Meski galau, Maria masih bisa mencoba menjawab pertanyaan-pertanyaan tersebut satu per satu. Salah satunya adalah keputusan mengenai beda keyakinan Maria-Putu. Maria yang menganut agama Katolik memutuskan mengikuti keyakinan Putu, Hindu.

Setelah keputusan tersebut, muncul lagi ragam pertanyaan terkait keputusannya pindah keyakinan. “Dengan gue ikut dia, apa aja tuh kendala-kendala yang akan gue temukan? How hard it is to be a Balinese? What do you have to do? What is the family like?
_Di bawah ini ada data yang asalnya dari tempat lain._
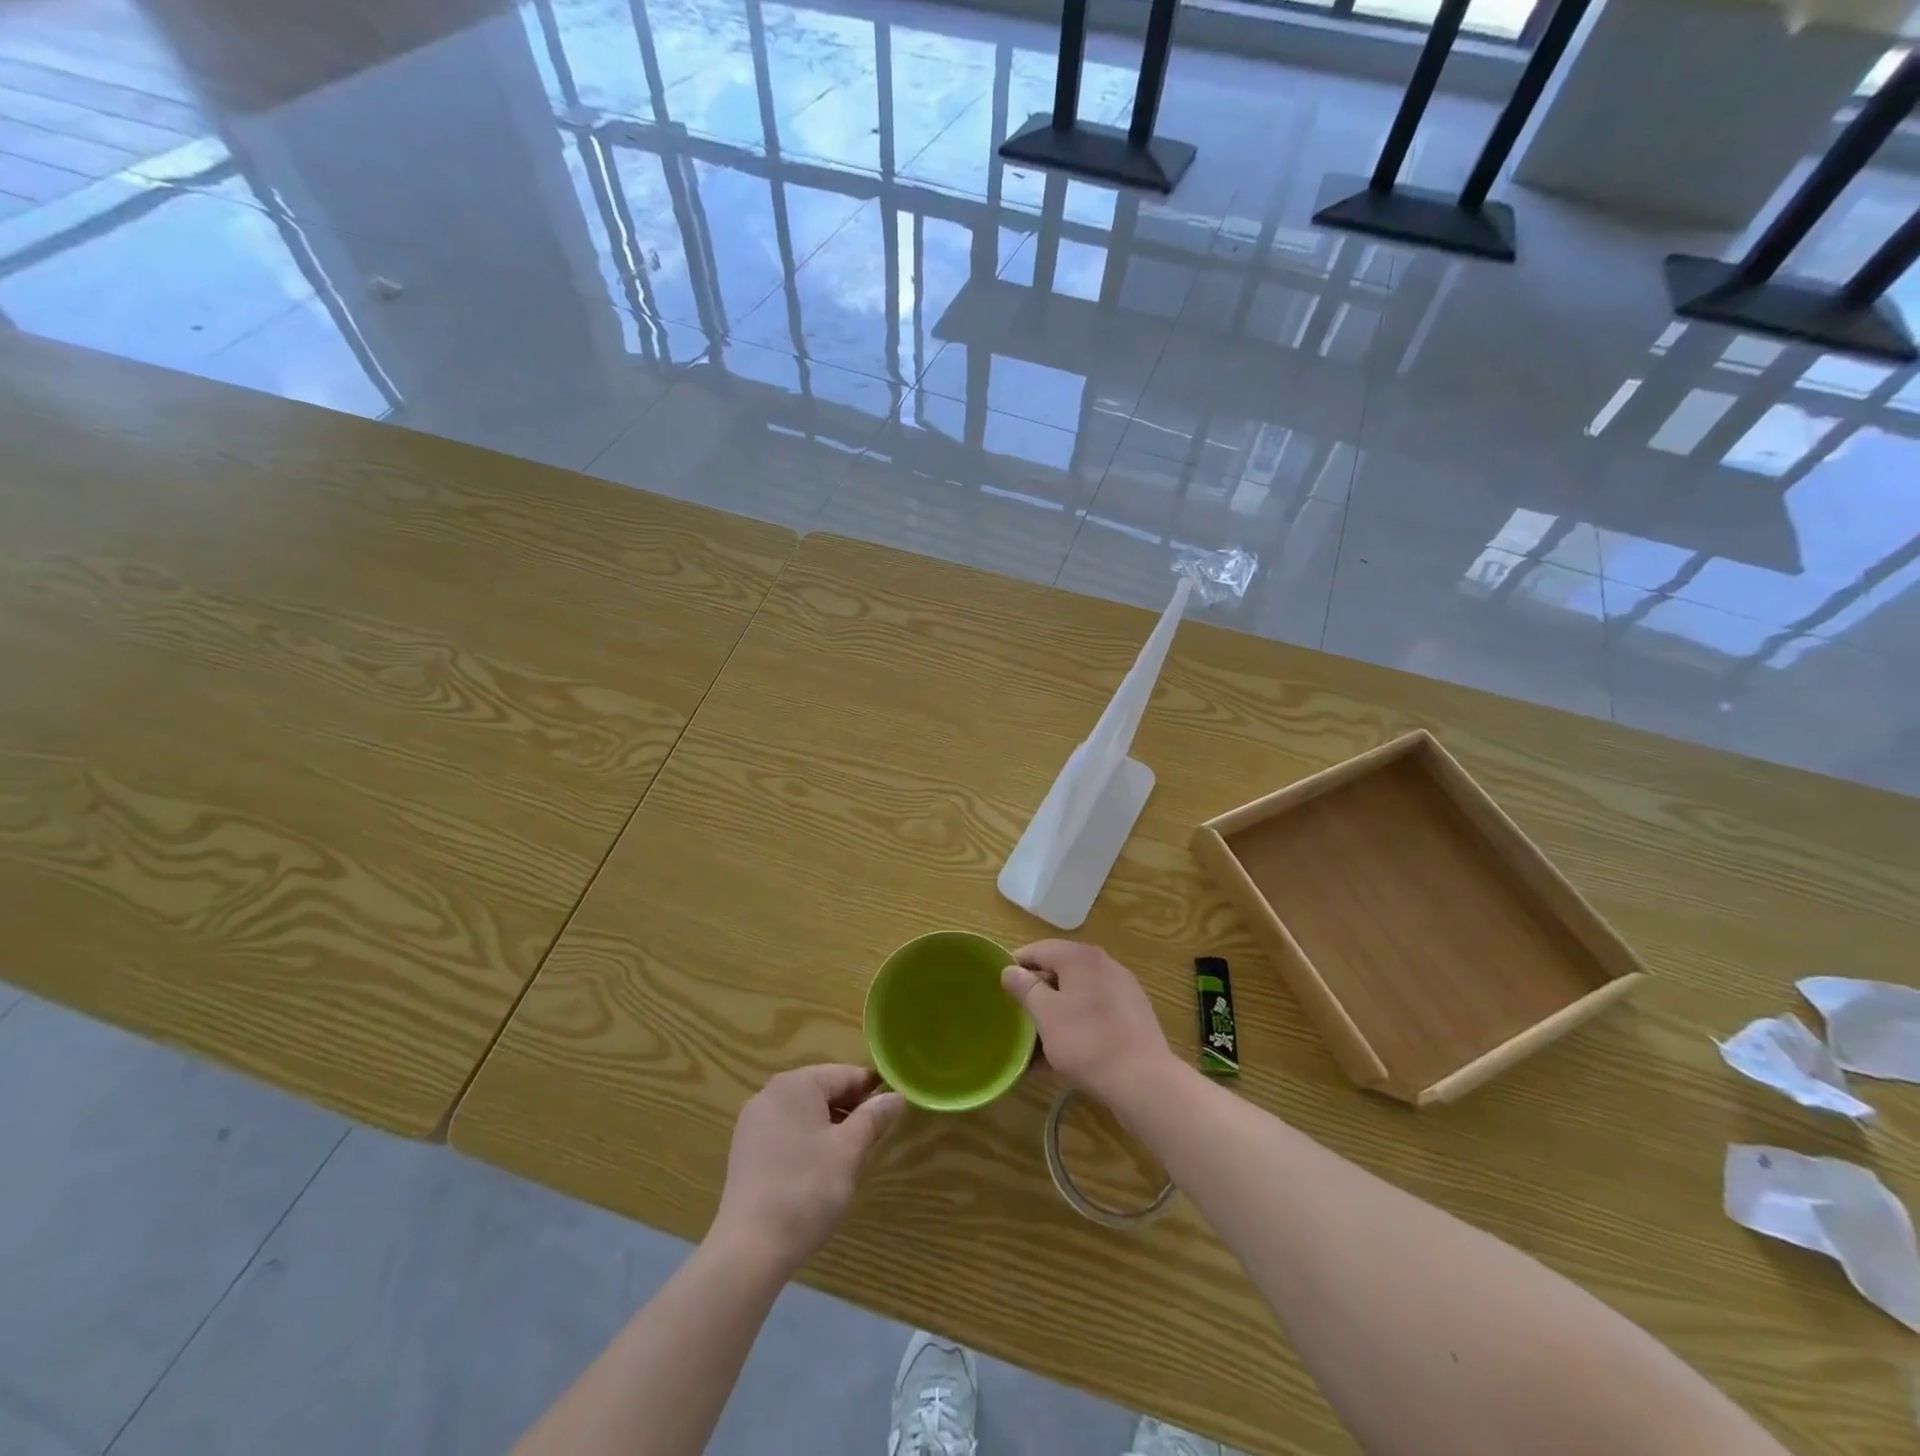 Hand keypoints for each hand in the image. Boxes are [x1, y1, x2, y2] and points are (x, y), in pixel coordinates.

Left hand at [711, 1065, 905, 1274]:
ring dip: (831, 1127)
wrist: (749, 1251)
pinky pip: (787, 1132)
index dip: (872, 1090)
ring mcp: (753, 1123)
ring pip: (805, 1113)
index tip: (894, 1110)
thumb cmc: (806, 1190)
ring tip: (851, 1156)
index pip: (844, 1075)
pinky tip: (820, 1171)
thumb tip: (895, 1096)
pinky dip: (808, 1142)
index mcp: (795, 1084)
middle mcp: (770, 1094)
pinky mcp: (746, 1151)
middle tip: (875, 1138)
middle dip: (851, 1110)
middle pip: (823, 1091)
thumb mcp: (849, 1151)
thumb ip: (874, 1118)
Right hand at [1000, 940, 1175, 1107]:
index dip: (1017, 965)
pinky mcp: (1133, 1012)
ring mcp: (1122, 987)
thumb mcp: (1046, 1014)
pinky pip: (1096, 1009)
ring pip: (1079, 991)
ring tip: (1040, 1037)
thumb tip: (1009, 970)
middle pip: (1061, 968)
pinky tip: (1067, 1050)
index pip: (1039, 949)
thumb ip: (1026, 988)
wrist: (1143, 1079)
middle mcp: (1104, 963)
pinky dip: (1078, 1021)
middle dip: (1038, 990)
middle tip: (1019, 1014)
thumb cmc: (1086, 1041)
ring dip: (1057, 1009)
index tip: (1002, 988)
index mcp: (1080, 957) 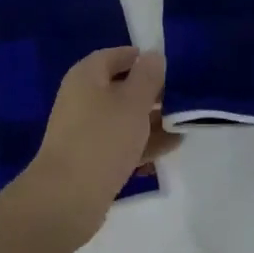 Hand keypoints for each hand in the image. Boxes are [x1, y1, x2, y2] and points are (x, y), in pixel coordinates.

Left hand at [12, 47, 178, 246]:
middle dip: (152, 92)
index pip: (116, 56)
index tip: (172, 68)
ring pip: (124, 117)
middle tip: (184, 98)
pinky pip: (121, 142)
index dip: (143, 59)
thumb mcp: (133, 101)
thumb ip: (147, 76)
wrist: (68, 197)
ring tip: (186, 123)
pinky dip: (143, 142)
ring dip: (152, 119)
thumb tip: (152, 56)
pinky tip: (171, 146)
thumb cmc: (103, 138)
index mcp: (86, 76)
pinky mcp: (91, 157)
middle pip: (121, 87)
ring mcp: (85, 129)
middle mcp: (82, 98)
What is the society like?”

Maria yakin, meski ia sudah menetap di Bali selama lebih dari satu tahun, penyesuaiannya untuk menjadi pengikut agama Hindu tak akan semudah membalikkan telapak tangan.

Memasuki trimester kedua kehamilannya, barulah Maria dan Putu memutuskan memberitahukan pihak keluarga masing-masing. Keluarga Putu menjadi tujuan pertama. Dengan badannya yang sudah mulai membesar, Maria tak gentar menghadap keluarga Putu dan memberitahukan keadaannya saat itu.

“Akhirnya ngomong ke keluarga dia dulu. And then my family later. Because we were thinking, dengan rentetannya itu, nanti keluarga dia yang bakal men-take care gue. Karena gue mengikuti dia.”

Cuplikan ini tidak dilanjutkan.